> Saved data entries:
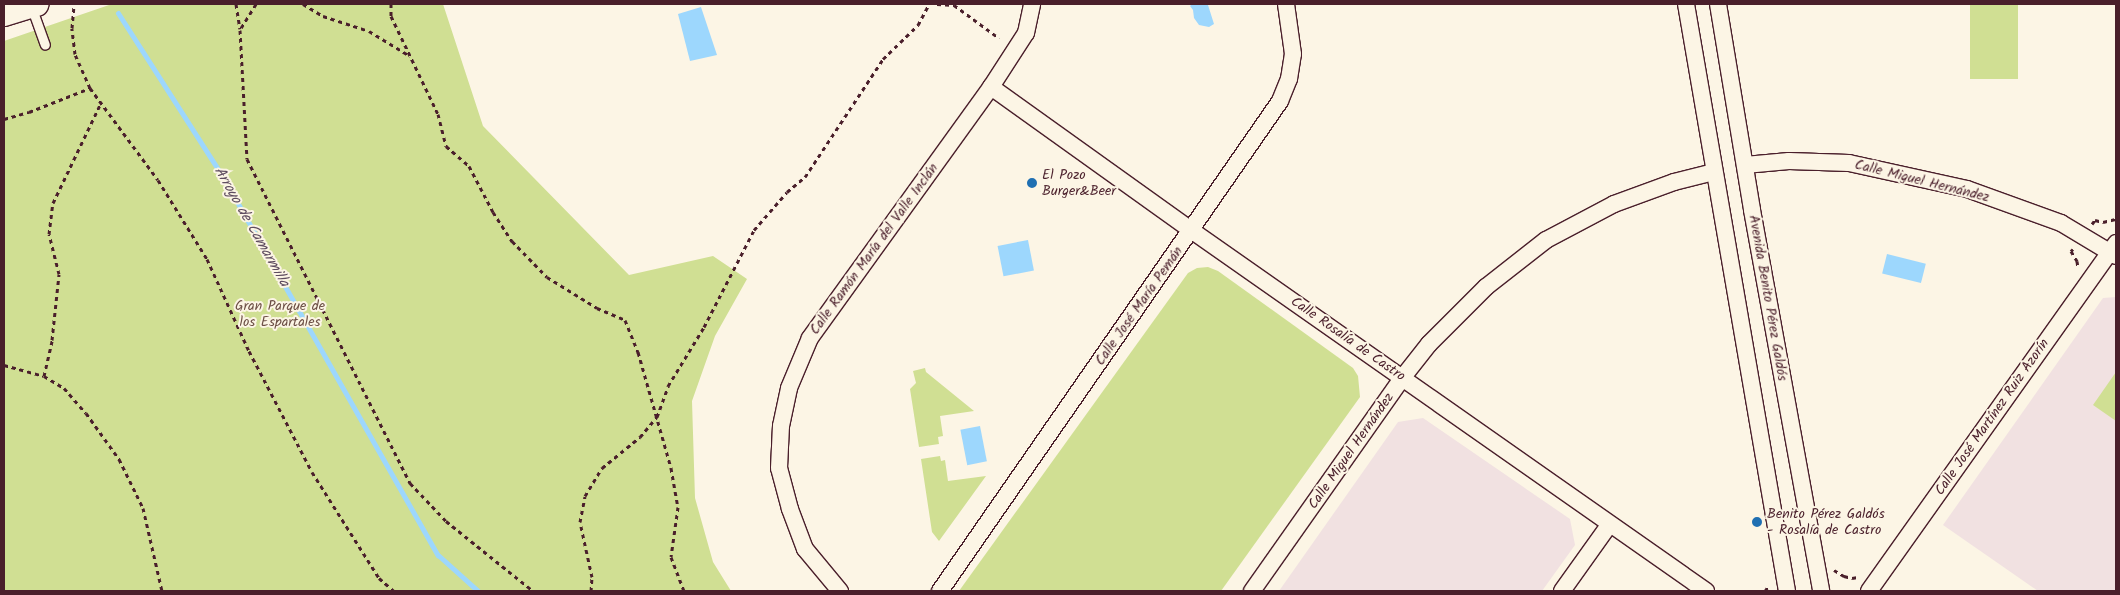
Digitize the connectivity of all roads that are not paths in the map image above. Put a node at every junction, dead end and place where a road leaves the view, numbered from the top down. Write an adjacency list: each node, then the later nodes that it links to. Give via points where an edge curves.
1 (34, 4): 6 (street); 7 (lane)
2 (1032, 4): 8 (street, Calle Ramón María del Valle Inclán, via 1026,34)
3 (1286, 4): 11 (street, Calle José María Pemán, via 1293,54 1289,79 1280,101)
4 (1686, 4): 10 (street)
5 (1718, 4): 9 (street, Avenida Benito Pérez Galdós)
6 (4, 14)
7 (45, 45)
8 (991, 87): 11 (street, Calle Rosalía de Castro); 15 (street, Calle Ramón María del Valle Inclán, via 810,338 789,388 781,426 779,468 790,510 806,549)
9 (1745, 165): 12 (street, Calle Miguel Hernández, via 1789,161 1848,163 1967,189 2061,223); 21 (street, Avenida Benito Pérez Galdós)
10 (1714, 172): 13 (street, Calle Miguel Hernández, via 1674,182 1614,204 1546,240 1486,288 1429,344); 20 (street)
11 (1191, 230): 13 (street, Calle Rosalía de Castro); 16 (street, Calle José María Pemán)
12 (2114, 250): 22 (street, Calle José Martínez Ruiz Azorín)
13 (1403, 377): 14 (street, Calle Rosalía de Castro); 17 (street, Calle Miguel Hernández)
14 (1609, 524): 18 (street); 19 (street, Calle Rosalía de Castro)
15 (840, 591)
16 (940, 591)
17 (1252, 591)
18 (1562, 591)
19 (1706, 591)
20 (1787, 591)
21 (1821, 591)
22 (1868, 591)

> WORK ORDER:
Each line above should be returned exactly as written, apart from any pictures.

> SOLUTION FOR THIS PROBLEM:
Digitize the connectivity of all roads that are not paths in the map image above. Put a node at every junction, dead end and place where a road leaves the view, numbered from the top down. Write an adjacency list: each node, then the later nodes that it links to. Give via points where an edge curves.
1 (34, 4): 6 (street); 7 (lane)
2 (1032, 4): 8 (street, Calle Ramón María del Valle Inclán, via 1026,34)
3 (1286, 4): 11 (street, Calle José María Pemán, via 1293,54 1289,79 1280,101)
4 (1686, 4): 10 (street)
5 (1718, 4): 9 (street, Avenida Benito Pérez Galdós)
6 (4, 14)
7 (45, 45)
8 (991, 87): 11 (street, Calle Rosalía de Castro); 15 (street, Calle Ramón María del Valle Inclán, via 810,338 789,388 781,426 779,468 790,510 806,549)
9 (1745, 165): 12 (street, Calle Miguel Hernández, via 1789,161 1848,163 1967,189 2061,223); 21 (street, Avenida Benito Pérez Galdós)
10 (1714, 172): 13 (street, Calle Miguel Hernández, via 1674,182 1614,204 1546,240 1486,288 1429,344); 20 (street)
11 (1191, 230): 13 (street, Calle Rosalía de Castro); 16 (street, Calle José María Pemán)
12 (2114, 250): 22 (street, Calle José Martínez Ruiz Azorín)
13 (1403, 377): 14 (street, Calle Rosalía de Castro); 17 (street, Calle Miguel Hernández)
14 (1609, 524): 18 (street); 19 (street, Calle Rosalía de Castro)
15 (840, 591)
16 (940, 591)
17 (1252, 591)
18 (1562, 591)
19 (1706, 591)
20 (1787, 591)
21 (1821, 591)
22 (1868, 591)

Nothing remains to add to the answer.